Study material Block Start
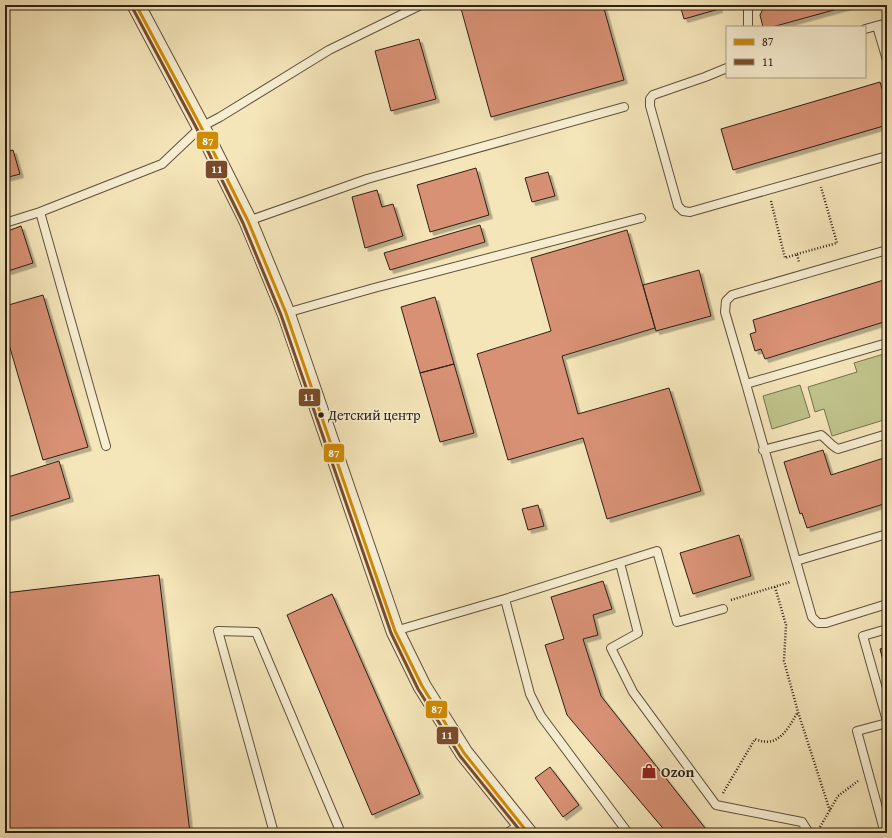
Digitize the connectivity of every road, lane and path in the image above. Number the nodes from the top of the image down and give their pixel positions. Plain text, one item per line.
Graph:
1 (136, 5) edge
2 (421, 5) edge
3 (748, 5) edge
4 (887, 23) edge
5 (748, 26) edge
6 (877, 26) junction
7 (866, 29) edge
8 (887, 60) edge
9 (726, 68) edge
10 (624, 107) dead end
11 (201, 127) junction
12 (887, 156) edge
13 (818, 176) junction
14 (768, 191) junction
15 (40, 212) junction
16 (641, 218) dead end
17 (248, 221) junction
18 (5, 223) edge
19 (887, 250) edge
20 (797, 254) junction
21 (803, 275) junction
22 (286, 313) junction
23 (887, 343) edge
24 (746, 384) junction
25 (887, 434) edge
26 (106, 446) dead end
27 (764, 450) junction
28 (887, 534) edge
29 (796, 561) junction
30 (620, 563) junction
31 (802, 578) junction
32 (775, 587) junction
33 (505, 599) junction
34 (887, 604) edge
35 (723, 610) joint
36 (887, 629) edge
37 (395, 631) junction
38 (798, 712) junction
39 (887, 722) edge
40 (868, 773) junction
41 (716, 805) junction
42 (830, 811) junction
43 (519, 830) edge
44 (887, 832) edge
45 (274, 833) edge
46 (341, 833) edge
47 (628, 833) edge
48 (809, 833) edge
49 (817, 833) edge

1 - 11 street
2 - 11 lane
3 - 5 lane
4 - 6 lane
6 - 7 lane
6 - 8 lane
9 - 14 lane
10 - 17 lane
11 - 15 lane
11 - 17 street
12 - 13 lane
13 - 14 lane
13 - 20 path
14 - 20 path
15 - 18 lane
15 - 26 lane
16 - 22 lane
17 - 22 street
19 - 21 lane
20 - 21 path
21 - 24 lane
22 - 37 street
23 - 24 lane
24 - 27 lane
25 - 27 lane
27 - 29 lane
28 - 29 lane
29 - 31 lane
30 - 33 lane
30 - 35 lane
30 - 41 lane
31 - 32 path
31 - 34 lane
32 - 35 path
32 - 38 path
33 - 37 lane
33 - 47 lane
36 - 39 lane
37 - 43 street
38 - 41 path
38 - 42 path
39 - 40 lane
40 - 42 path
40 - 44 lane
41 - 48 lane
42 - 49 path
45 - 46 lane

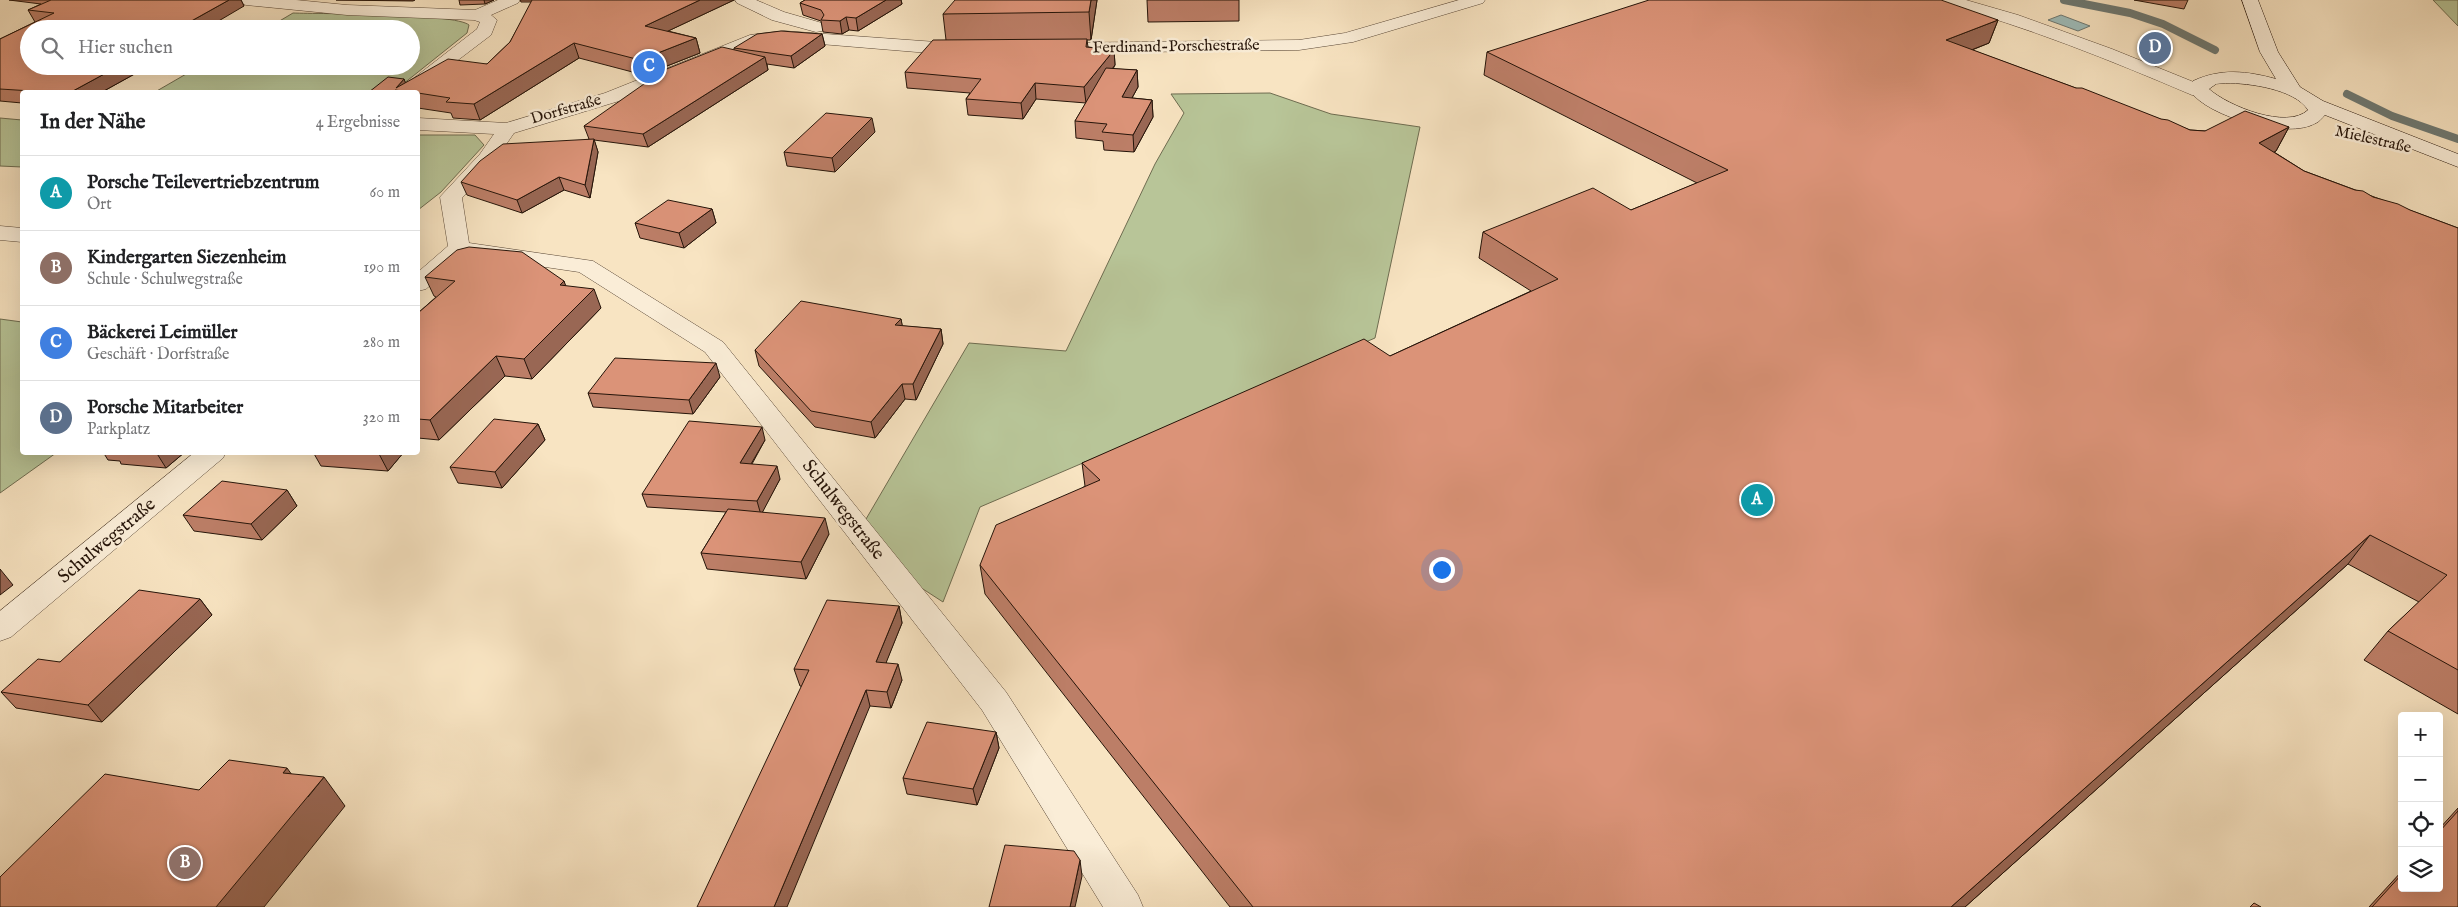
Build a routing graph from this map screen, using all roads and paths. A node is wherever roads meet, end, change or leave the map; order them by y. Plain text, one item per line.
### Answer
1 (246, 0) edge
2 (512, 0) edge
3 (743, 0) edge
4 (1477, 0) edge
5 (1947, 0) edge
6 (2250, 0) edge
7 (477, 15) junction
8 (778, 16) junction
9 (868, 41) junction
10 (2083, 43) junction
11 (1040, 48) edge
12 (980, 49) edge
13 (2269, 52) junction
14 (709, 57) junction
15 (2219, 77) junction
16 (2255, 80) junction
17 (408, 90) edge
18 (2292, 90) junction
19 (2200, 91) junction
20 (2316, 105) junction
21 (2294, 122) junction
22 (420, 124) edge
23 (507, 129) junction
24 (2454, 160) edge
25 (0, 233) edge
26 (20, 235) edge
27 (459, 248) junction
28 (420, 282) edge
29 (210, 455) edge
30 (0, 629) edge
31 (1124, 907) edge

1 - 7 street
2 - 7 street
3 - 8 street
4 - 11 street, Ferdinand-Porschestraße
5 - 10 street
6 - 13 street
7 - 17 street
8 - 9 street
8 - 14 street, Dorfstraße
9 - 12 street
9 - 14 street, Dorfstraße
10 - 15 street
10 - 19 street
13 - 16 street
13 - 18 street
14 - 23 street, Dorfstraße
15 - 16 street, Mielestraße
15 - 19 street
16 - 18 street, Mielestraße
18 - 20 street, Mielestraße
19 - 21 street, Mielestraße
20 - 21 street, Mielestraße
20 - 24 street, Mielestraße
21 - 24 street, Mielestraße
22 - 23 street, Dorfstraße
23 - 27 street
25 - 26 street
27 - 28 street
27 - 31 street, Schulwegstraße
29 - 30 street, Schulwegstraße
Study material Block End
▸ What you need to do: The required output is a copy of each line in the records where the string "item" occurs.

▸ Reply:
Digitize the connectivity of every road, lane and path in the image above. Number the nodes from the top of the image down and give their pixel positions. Plain text, one item per line.
Build a routing graph from this map screen, using all roads and paths. A node is wherever roads meet, end, change or leave the map; order them by y. Plain text, one item per line.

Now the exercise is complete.